─── Material for the task ───

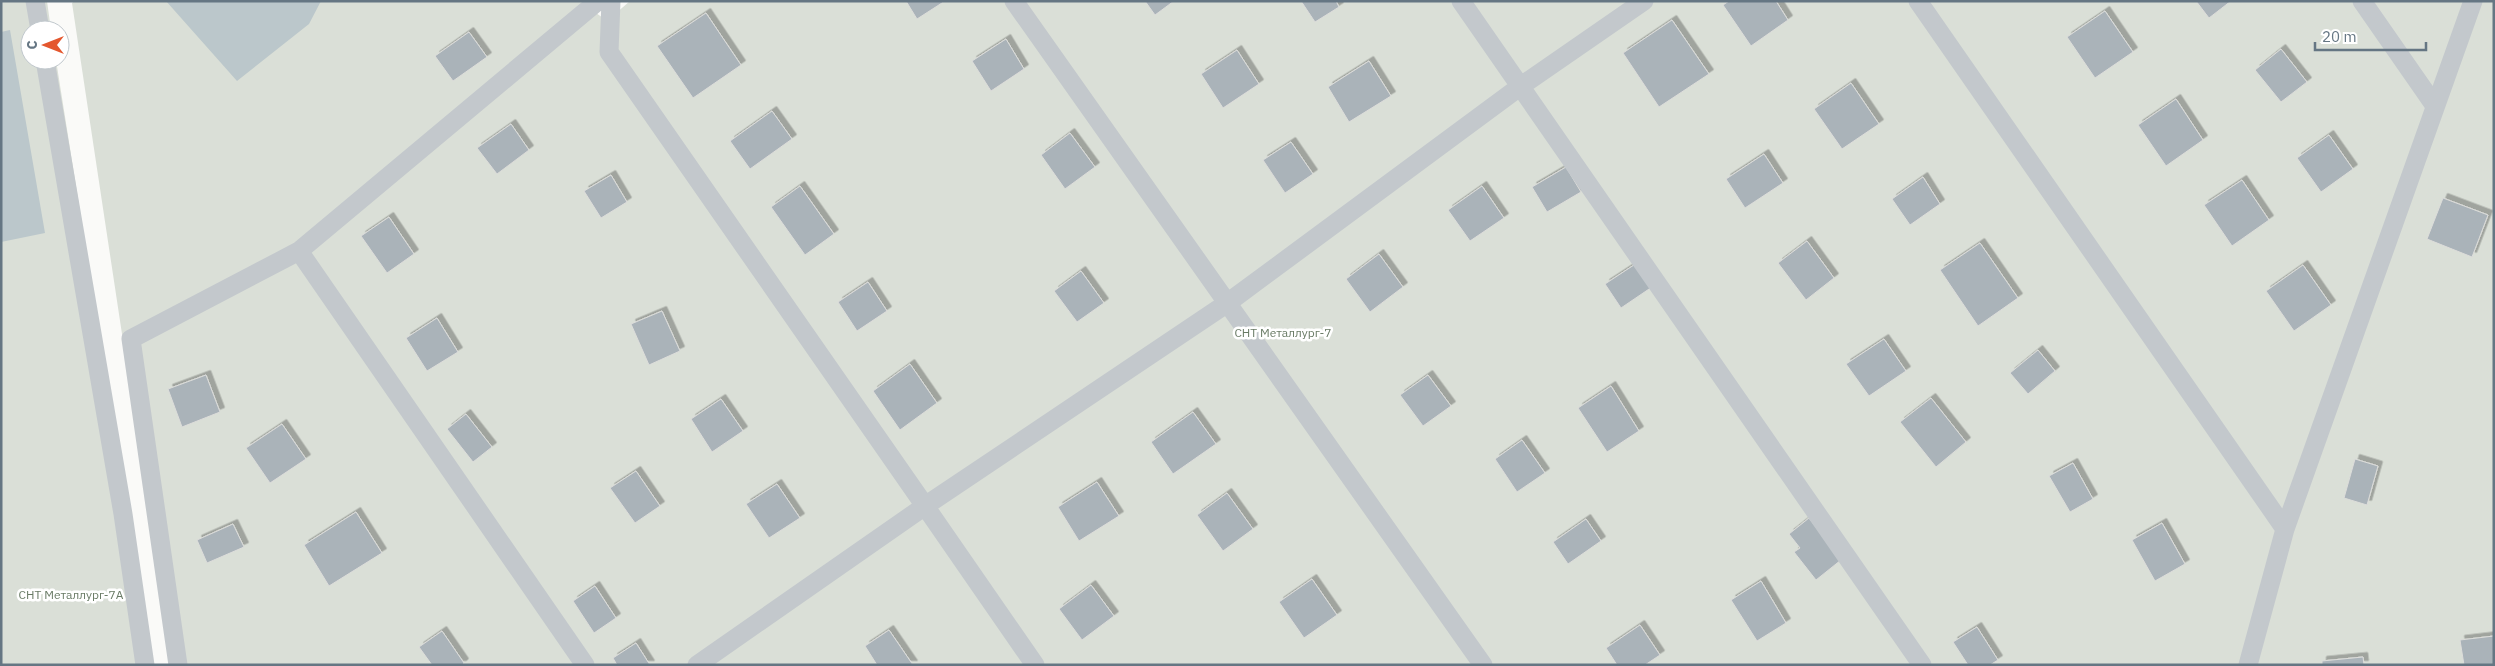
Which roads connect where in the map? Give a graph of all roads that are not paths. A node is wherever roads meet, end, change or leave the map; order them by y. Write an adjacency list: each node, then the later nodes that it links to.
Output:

───
─── Material for the task ───

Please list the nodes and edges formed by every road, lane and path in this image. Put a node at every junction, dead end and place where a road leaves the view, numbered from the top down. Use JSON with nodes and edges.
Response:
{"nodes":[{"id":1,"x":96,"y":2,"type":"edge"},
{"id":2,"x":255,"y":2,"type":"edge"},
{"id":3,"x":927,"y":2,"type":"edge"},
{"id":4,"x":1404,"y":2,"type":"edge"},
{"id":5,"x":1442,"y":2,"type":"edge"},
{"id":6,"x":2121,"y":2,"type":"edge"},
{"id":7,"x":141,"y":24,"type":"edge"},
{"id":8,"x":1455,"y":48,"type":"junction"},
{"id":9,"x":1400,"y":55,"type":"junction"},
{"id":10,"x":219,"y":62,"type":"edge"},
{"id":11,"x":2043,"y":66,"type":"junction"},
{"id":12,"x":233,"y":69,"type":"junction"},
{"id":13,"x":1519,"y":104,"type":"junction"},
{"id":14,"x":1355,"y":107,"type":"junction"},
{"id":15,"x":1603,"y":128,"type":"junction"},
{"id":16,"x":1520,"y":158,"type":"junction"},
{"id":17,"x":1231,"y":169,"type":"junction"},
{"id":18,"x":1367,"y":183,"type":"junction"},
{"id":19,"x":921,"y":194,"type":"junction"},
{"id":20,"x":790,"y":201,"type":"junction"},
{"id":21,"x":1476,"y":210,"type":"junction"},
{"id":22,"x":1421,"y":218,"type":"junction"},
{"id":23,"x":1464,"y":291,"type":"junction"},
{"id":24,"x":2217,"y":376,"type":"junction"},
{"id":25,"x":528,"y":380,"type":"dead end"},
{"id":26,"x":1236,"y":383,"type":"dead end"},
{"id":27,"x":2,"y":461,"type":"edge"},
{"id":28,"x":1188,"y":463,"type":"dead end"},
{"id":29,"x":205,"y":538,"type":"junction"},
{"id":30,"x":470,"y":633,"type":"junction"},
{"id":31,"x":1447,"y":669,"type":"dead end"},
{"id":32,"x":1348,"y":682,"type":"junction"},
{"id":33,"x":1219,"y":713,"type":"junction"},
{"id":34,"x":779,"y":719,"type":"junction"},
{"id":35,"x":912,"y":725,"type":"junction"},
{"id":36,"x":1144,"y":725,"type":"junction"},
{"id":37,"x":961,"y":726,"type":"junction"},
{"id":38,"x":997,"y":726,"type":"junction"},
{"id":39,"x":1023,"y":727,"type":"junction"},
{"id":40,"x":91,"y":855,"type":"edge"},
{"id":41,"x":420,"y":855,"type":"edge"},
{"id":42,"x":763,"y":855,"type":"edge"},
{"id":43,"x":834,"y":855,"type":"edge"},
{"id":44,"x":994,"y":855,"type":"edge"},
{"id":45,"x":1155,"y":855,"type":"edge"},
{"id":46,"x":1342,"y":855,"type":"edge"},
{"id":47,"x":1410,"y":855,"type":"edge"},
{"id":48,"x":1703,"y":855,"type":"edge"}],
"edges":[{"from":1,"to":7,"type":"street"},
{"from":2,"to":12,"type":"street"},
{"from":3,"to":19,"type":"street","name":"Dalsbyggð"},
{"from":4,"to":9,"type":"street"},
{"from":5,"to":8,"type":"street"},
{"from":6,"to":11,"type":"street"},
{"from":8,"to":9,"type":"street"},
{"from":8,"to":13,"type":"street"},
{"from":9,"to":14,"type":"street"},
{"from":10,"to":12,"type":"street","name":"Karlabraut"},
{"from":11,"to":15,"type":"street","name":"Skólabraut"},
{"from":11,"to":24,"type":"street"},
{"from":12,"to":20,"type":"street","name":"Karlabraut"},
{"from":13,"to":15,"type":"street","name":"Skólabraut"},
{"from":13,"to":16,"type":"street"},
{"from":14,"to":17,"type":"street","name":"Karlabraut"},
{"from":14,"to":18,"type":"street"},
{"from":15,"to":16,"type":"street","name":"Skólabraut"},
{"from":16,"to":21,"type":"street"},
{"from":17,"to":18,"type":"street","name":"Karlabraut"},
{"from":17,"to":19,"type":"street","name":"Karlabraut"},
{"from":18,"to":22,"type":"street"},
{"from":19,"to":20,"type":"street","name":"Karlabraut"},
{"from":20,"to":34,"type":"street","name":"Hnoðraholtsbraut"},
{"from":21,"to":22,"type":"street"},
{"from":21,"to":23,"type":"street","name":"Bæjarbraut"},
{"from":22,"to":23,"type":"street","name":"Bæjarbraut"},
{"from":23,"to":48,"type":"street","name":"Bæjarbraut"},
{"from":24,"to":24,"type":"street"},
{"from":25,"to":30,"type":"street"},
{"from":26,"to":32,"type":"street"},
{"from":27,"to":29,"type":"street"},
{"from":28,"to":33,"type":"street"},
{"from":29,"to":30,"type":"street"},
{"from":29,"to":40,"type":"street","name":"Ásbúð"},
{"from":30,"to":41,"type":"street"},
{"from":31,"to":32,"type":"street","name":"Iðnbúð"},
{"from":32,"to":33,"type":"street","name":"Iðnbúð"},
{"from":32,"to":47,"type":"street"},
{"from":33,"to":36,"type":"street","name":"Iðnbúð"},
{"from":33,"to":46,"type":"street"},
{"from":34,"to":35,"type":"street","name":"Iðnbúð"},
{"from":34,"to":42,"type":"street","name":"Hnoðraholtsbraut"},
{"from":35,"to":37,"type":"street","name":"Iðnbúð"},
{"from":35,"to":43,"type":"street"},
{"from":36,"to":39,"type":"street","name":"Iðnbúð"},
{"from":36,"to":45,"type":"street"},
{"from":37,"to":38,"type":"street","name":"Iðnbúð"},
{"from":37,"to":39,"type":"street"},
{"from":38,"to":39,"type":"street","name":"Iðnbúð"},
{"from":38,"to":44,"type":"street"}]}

───

[What is needed]: Lines holding "where" in the material above are to be reported.

[Task answer]:
Which roads connect where in the map? Give a graph of all roads that are not paths. A node is wherever roads meet, end, change or leave the map; order them by y. Write an adjacency list: each node, then the later nodes that it links to.
Please list the nodes and edges formed by every road, lane and path in this image. Put a node at every junction, dead end and place where a road leaves the view, numbered from the top down. Use JSON with nodes and edges.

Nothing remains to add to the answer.